§ ASSIGNMENT
Please transcribe all of the entries exactly, leaving out any images.

§ SOURCE INFORMATION
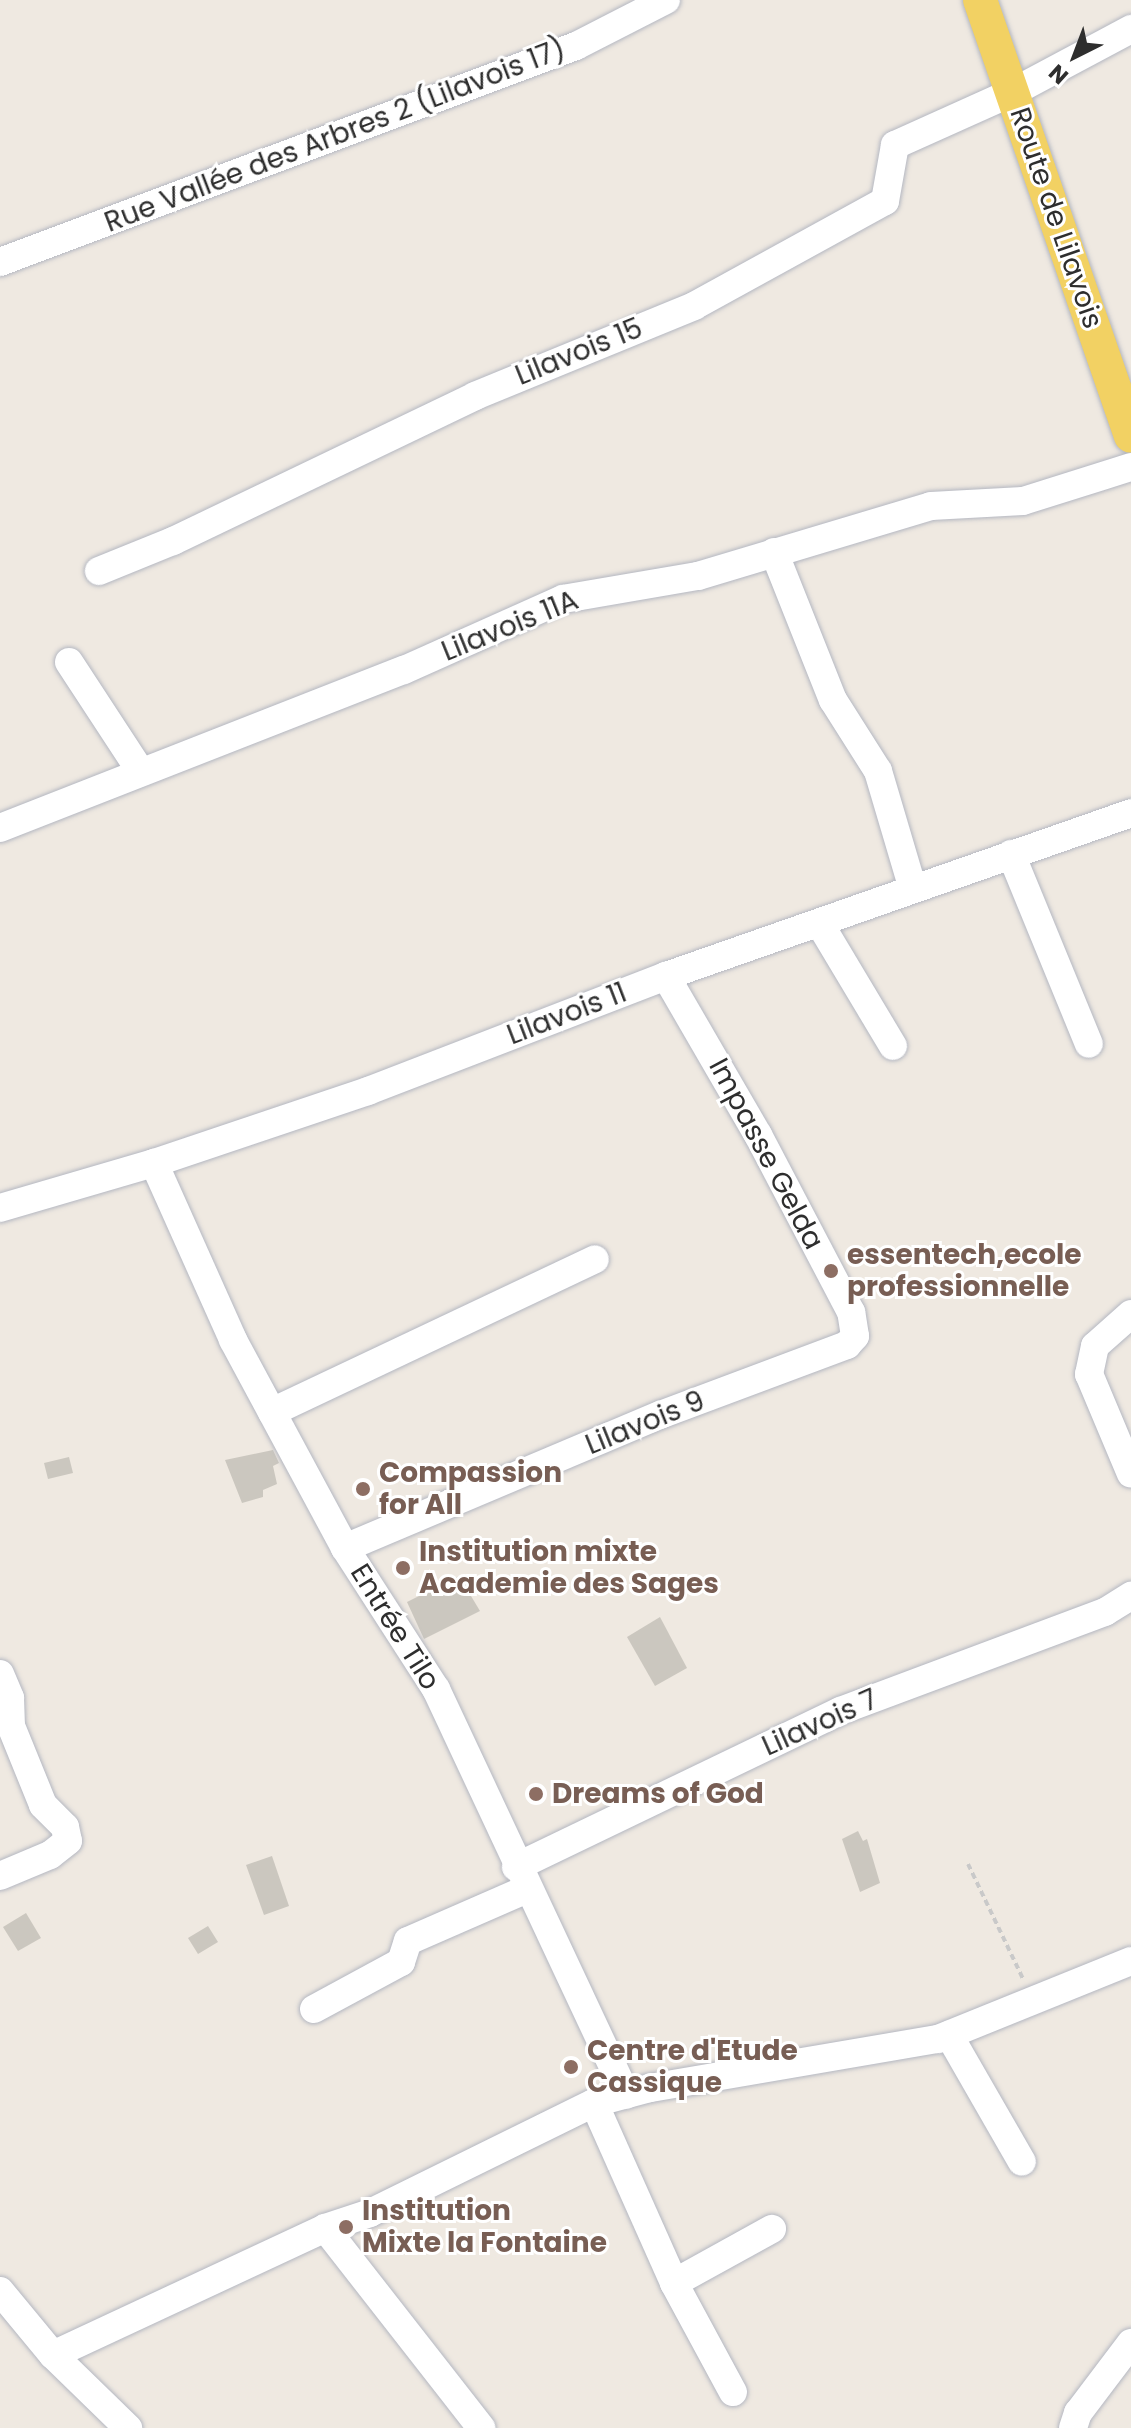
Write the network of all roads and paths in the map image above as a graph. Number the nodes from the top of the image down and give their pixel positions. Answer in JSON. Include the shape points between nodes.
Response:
{"nodes":[{"id":1,"x":666,"y":0,"type":"edge"},
{"id":2,"x":980,"y":0,"type":"edge"},
{"id":3,"x":1131,"y":29,"type":"edge"},
{"id":4,"x":1013,"y":92,"type":"junction"},
{"id":5,"x":0,"y":262,"type":"edge"},
{"id":6,"x":1131,"y":436,"type":"edge"},
{"id":7,"x":1131,"y":467,"type":"edge"},
{"id":8,"x":774,"y":552,"type":"junction"},
{"id":9,"x":99,"y":571,"type":"dead end"},
{"id":10,"x":69,"y":662,"type":"dead end"},
{"id":11,"x":141,"y":772,"type":"junction"},
{"id":12,"x":1131,"y":813,"type":"edge"},
{"id":13,"x":0,"y":828,"type":"edge"},
{"id":14,"x":1011,"y":854,"type":"junction"},
{"id":15,"x":913,"y":889,"type":"junction"},
{"id":16,"x":820,"y":924,"type":"junction"},
{"id":17,"x":666,"y":976,"type":"junction"},
{"id":18,"x":1089,"y":1044,"type":"dead end"},
{"id":19,"x":893,"y":1046,"type":"dead end"},
{"id":20,"x":154,"y":1163,"type":"junction"},
{"id":21,"x":0,"y":1208,"type":"edge"},
{"id":22,"x":595,"y":1259,"type":"dead end"},
{"id":23,"x":1131,"y":1314,"type":"edge"},
{"id":24,"x":855,"y":1336,"type":"joint"},
{"id":25,"x":272,"y":1412,"type":"junction"},
{"id":26,"x":1131,"y":1474,"type":"edge"},
{"id":27,"x":345,"y":1548,"type":"junction"},
{"id":28,"x":1131,"y":1596,"type":"edge"},
{"id":29,"x":0,"y":1674,"type":"edge"},
{"id":30,"x":6,"y":1728,"type":"edge"},
{"id":31,"x":968,"y":1864,"type":"dead end"},
{"id":32,"x":0,"y":1876,"type":"edge"},
{"id":33,"x":522,"y":1878,"type":"junction"},
{"id":34,"x":1131,"y":1961,"type":"edge"},
{"id":35,"x":1034,"y":2003,"type":"junction"},
{"id":36,"x":314,"y":2009,"type":"dead end"},
{"id":37,"x":949,"y":2035,"type":"junction"},
{"id":38,"x":626,"y":2095,"type":"junction"},
{"id":39,"x":594,"y":2103,"type":"junction"},
{"id":40,"x":1022,"y":2162,"type":"dead end"},
{"id":41,"x":325,"y":2228,"type":"junction"},
{"id":42,"x":772,"y":2229,"type":"dead end"},
{"id":43,"x":674,"y":2283,"type":"junction"},
{"id":44,"x":0,"y":2291,"type":"edge"},
{"id":45,"x":1131,"y":2343,"type":"edge"},
{"id":46,"x":53,"y":2355,"type":"junction"},
{"id":47,"x":733,"y":2392,"type":"dead end"},
{"id":48,"x":128,"y":2428,"type":"edge"},
{"id":49,"x":481,"y":2428,"type":"edge"},
{"id":50,"x":1073,"y":2428,"type":"edge"}],
"edges":[{"from":1,"to":5,"type":"street","name":"Rue Vallée des Arbres 2 (Lilavois 17)","via":[[576,46]]},
{"from":2,"to":4,"type":"main road","name":"Route de Lilavois"},
{"from":3,"to":4,"type":"street"},
{"from":4,"to":6,"type":"main road","name":"Route de Lilavois"},
{"from":4,"to":9,"type":"street","name":"Lilavois 15","via":[[895,145],[885,201],[694,306],[517,378]]},
{"from":7,"to":8,"type":"street","name":"Lilavois 11A","via":[[1023,501],[931,506]]},
{"from":8,"to":11,"type":"street","name":"Lilavois 11A","via":[[698,576],[563,599],[404,670]]},
{"from":8,"to":15,"type":"street","via":[[833,700],[878,771]]},
{"from":10,"to":11,"type":"street"},
{"from":11,"to":13,"type":"street","name":"Lilavois 11A"},
{"from":12,"to":14,"type":"street","name":"Lilavois 11"},
{"from":14,"to":15,"type":"street","name":"Lilavois 11"},
{"from":14,"to":18,"type":"street"},
{"from":15,"to":16,"type":"street","name":"Lilavois 11"},
{"from":16,"to":17,"type":"street","name":"Lilavois 11"},
{"from":16,"to":19,"type":"street"},
{"from":17,"to":20,"type":"street","name":"Lilavois 11","via":[[368,1091]]},
{"from":17,"to":24,"type":"street","name":"Impasse Gelda","via":[[851,1312]]},
{"from":20,"to":21,"type":"street","name":"Lilavois 11"},
{"from":20,"to":25,"type":"street","name":"Entrée Tilo","via":[[233,1340]]},
{"from":22,"to":25,"type":"street"},
{"from":23,"to":26,"type":"street","via":[[1095,1346],[1089,1374]]},
{"from":24,"to":27,"type":"street","name":"Lilavois 9","via":[[847,1345],[660,1415]]},
{"from":25,"to":27,"type":"street","name":"Entrée Tilo"},
{"from":27,"to":33,"type":"street","name":"Entrée Tilo","via":[[436,1689]]},
{"from":28,"to":33,"type":"street","name":"Lilavois 7","via":[[1105,1612],[840,1711]]},
{"from":29,"to":30,"type":"street","via":[[10,1698]]},
{"from":30,"to":32,"type":"street","via":[[43,1805],[65,1827],[68,1841],[50,1855]]},
{"from":31,"to":35,"type":"path"},
{"from":33,"to":36,"type":"street","name":"Lilavois 7","via":[[408,1941],[401,1962]]},
{"from":33,"to":38,"type":"street","name":"Entrée Tilo"},
{"from":34,"to":35,"type":"street"},
{"from":35,"to":37,"type":"street"},
{"from":37,"to":38,"type":"street"},
{"from":37,"to":40,"type":"street"},
{"from":38,"to":39,"type":"street"},
{"from":39,"to":41,"type":"street","via":[[370,2213]]},
{"from":39,"to":43,"type":"street"},
{"from":41,"to":46,"type":"street"},
{"from":41,"to":49,"type":"street"},
{"from":42,"to":43,"type":"street"},
{"from":43,"to":47,"type":"street"},
{"from":44,"to":46,"type":"street"},
{"from":45,"to":50,"type":"street","via":[[1086,2401]]},
{"from":46,"to":48,"type":"street"}]}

§ EXERCISE RESULT
Write the network of all roads and paths in the map image above as a graph. Number the nodes from the top of the image down and give their pixel positions. Answer in JSON. Include the shape points between nodes.
Response:
{"nodes":[{"id":1,"x":666,"y":0,"type":"edge"},
{"id":2,"x":980,"y":0,"type":"edge"},
{"id":3,"x":1131,"y":29,"type":"edge"},
{"id":4,"x":1013,"y":92,"type":"junction"},
{"id":5,"x":0,"y":262,"type":"edge"},
{"id":6,"x":1131,"y":436,"type":"edge"},
{"id":7,"x":1131,"y":467,"type":"edge"},
{"id":8,"x":774,"y":552,"type":"junction"},
{"id":9,"x":99,"y":571,"type":"dead end"},
{"id":10,"x":69,"y":662,"type":"dead end"},
{"id":11,"x":141,"y":772,"type":"junction"},
{"id":12,"x":1131,"y":813,"type":"edge"},
{"id":13,"x":0,"y":828,"type":"edge"},
{"id":14,"x":1011,"y":854,"type":"junction"},
{"id":15,"x":913,"y":889,"type":"junction"},
{"id":16,"x":820,"y":924,"type":"junction"},
{"id":17,"x":666,"y":976,"type":"junction"},
{"id":18,"x":1089,"y":1044,"type":"dead end"},
{"id":19,"x":893,"y":1046,"type":"dead end"},
{"id":20,"x":154,"y":1163,"type":"junction"},
{"id":21,"x":0,"y":1208,"type":"edge"},
{"id":22,"x":595,"y":1259,"type":"dead end"},
{"id":23,"x":1131,"y":1314,"type":"edge"},
{"id":24,"x":855,"y":1336,"type":"joint"},
{"id":25,"x":272,"y":1412,"type":"junction"},
{"id":26,"x":1131,"y":1474,"type":"edge"},
{"id":27,"x":345,"y":1548,"type":"junction"},
{"id":28,"x":1131,"y":1596,"type":"edge"},
{"id":29,"x":0,"y":1674,"type":"edge"},
{"id":30,"x":6,"y":1728,"type":"edge"},
{"id":31,"x":968,"y":1864,"type":"dead end"},
{"id":32,"x":0,"y":1876,"type":"edge"},
{"id":33,"x":522,"y":1878,"type":"junction"},
{"id":34,"x":1131,"y":1961,"type":"edge"},
{"id":35,"x":1034,"y":2003,"type":"junction"},
{"id":36,"x":314,"y":2009,"type":"dead end"},
{"id":37,"x":949,"y":2035,"type":"junction"},
{"id":38,"x":626,"y":2095,"type":"junction"},
{"id":39,"x":594,"y":2103,"type":"junction"},
{"id":40,"x":1022,"y":2162,"type":"dead end"},
{"id":41,"x":325,"y":2228,"type":"junction"},
{"id":42,"x":772,"y":2229,"type":"dead end"},
{"id":43,"x":674,"y":2283,"type":"junction"},
{"id":44,"x":0,"y":2291,"type":"edge"},
{"id":45,"x":1131,"y":2343,"type":"edge"},
{"id":46,"x":53,"y":2355,"type":"junction"},
{"id":47,"x":733,"y":2392,"type":"dead end"},
{"id":48,"x":128,"y":2428,"type":"edge"},
{"id":49,"x":481,"y":2428,"type":"edge"},
{"id":50,"x":1073,"y":2428,"type":"edge"}],
"edges":[{"from":1,"to":5,"type":"street","name":"Rue Vallée des Arbres 2 (Lilavois 17)","via":[[576,46]]},
{"from":2,"to":4,"type":"main road","name":"Route de Lilavois"},
{"from":3,"to":4,"type":"street"},
{"from":4,"to":6,"type":"main road","name":"Route de Lilavois"},
{"from":4,"to":9,"type":"street","name":"Lilavois 15","via":[[895,145],[885,201],[694,306],[517,378]]},
{"from":7,"to":8,"type":"street","name":"Lilavois 11A","via":[[1023,501],[931,506]]},
{"from":8,"to":11,"type":"street","name":"Lilavois 11A","via":[[698,576],[563,599],[404,670]]},
{"from":8,"to":15,"type":"street","via":[[833,700],[878,771]]},
{"from":10,"to":11,"type":"street"},
{"from":11,"to":13,"type":"street","name":"Lilavois 11A"},
{"from":12,"to":14,"type":"street","name":"Lilavois 11"},
{"from":14,"to":15,"type":"street","name":"Lilavois 11"},
{"from":14,"to":18,"type":"street"},
{"from":15,"to":16,"type":"street","name":"Lilavois 11"},
{"from":16,"to":17,"type":"street","name":"Lilavois 11"},
{"from":16,"to":19,"type":"street"},
{"from":17,"to":20,"type":"street","name":"Lilavois 11","via":[[368,1091]]},
{"from":17,"to":24,"type":"street","name":"Impasse Gelda","via":[[851,1312]]},
{"from":20,"to":21,"type":"street","name":"Lilavois 11"},
{"from":20,"to":25,"type":"street","name":"Entrée Tilo","via":[[233,1340]]},
{"from":22,"to":25,"type":"street"},
{"from":23,"to":26,"type":"street","via":[[1095,1346],[1089,1374]]},
{"from":24,"to":27,"type":"street","name":"Lilavois 9","via":[[847,1345],[660,1415]]},
{"from":25,"to":27,"type":"street","name":"Entrée Tilo"},
{"from":27,"to":33,"type":"street","name":"Entrée Tilo","via":[[436,1689]]},
{"from":28,"to":33,"type":"street","name":"Lilavois 7","via":[[1105,1612],[840,1711]]},
{"from":29,"to":30,"type":"street","via":[[10,1698]]},
{"from":30,"to":32,"type":"street","via":[[43,1805],[65,1827],[68,1841],[50,1855]]},
{"from":31,"to":35,"type":"path"},
{"from":33,"to":36,"type":"street","name":"Lilavois 7","via":[[408,1941],[401,1962]]},
{"from":33,"to":38,"type":"street","name":"Entrée Tilo"},
{"from":34,"to":35,"type":"street"},
{"from":35,"to":37,"type":"street"},
{"from":37,"to":38,"type":"street"},
{"from":37,"to":40,"type":"street"},
{"from":38,"to":39,"type":"street"},
{"from":39,"to":41,"type":"street","via":[[370,2213]]},
{"from":39,"to":43,"type":"street"},
{"from":41,"to":46,"type":"street"},
{"from":41,"to":49,"type":"street"},
{"from":42,"to":43,"type":"street"},
{"from":43,"to":47,"type":"street"},
{"from":44,"to":46,"type":"street"},
{"from":45,"to":50,"type":"street","via":[[1086,2401]]},
{"from":46,"to":48,"type":"street"}]}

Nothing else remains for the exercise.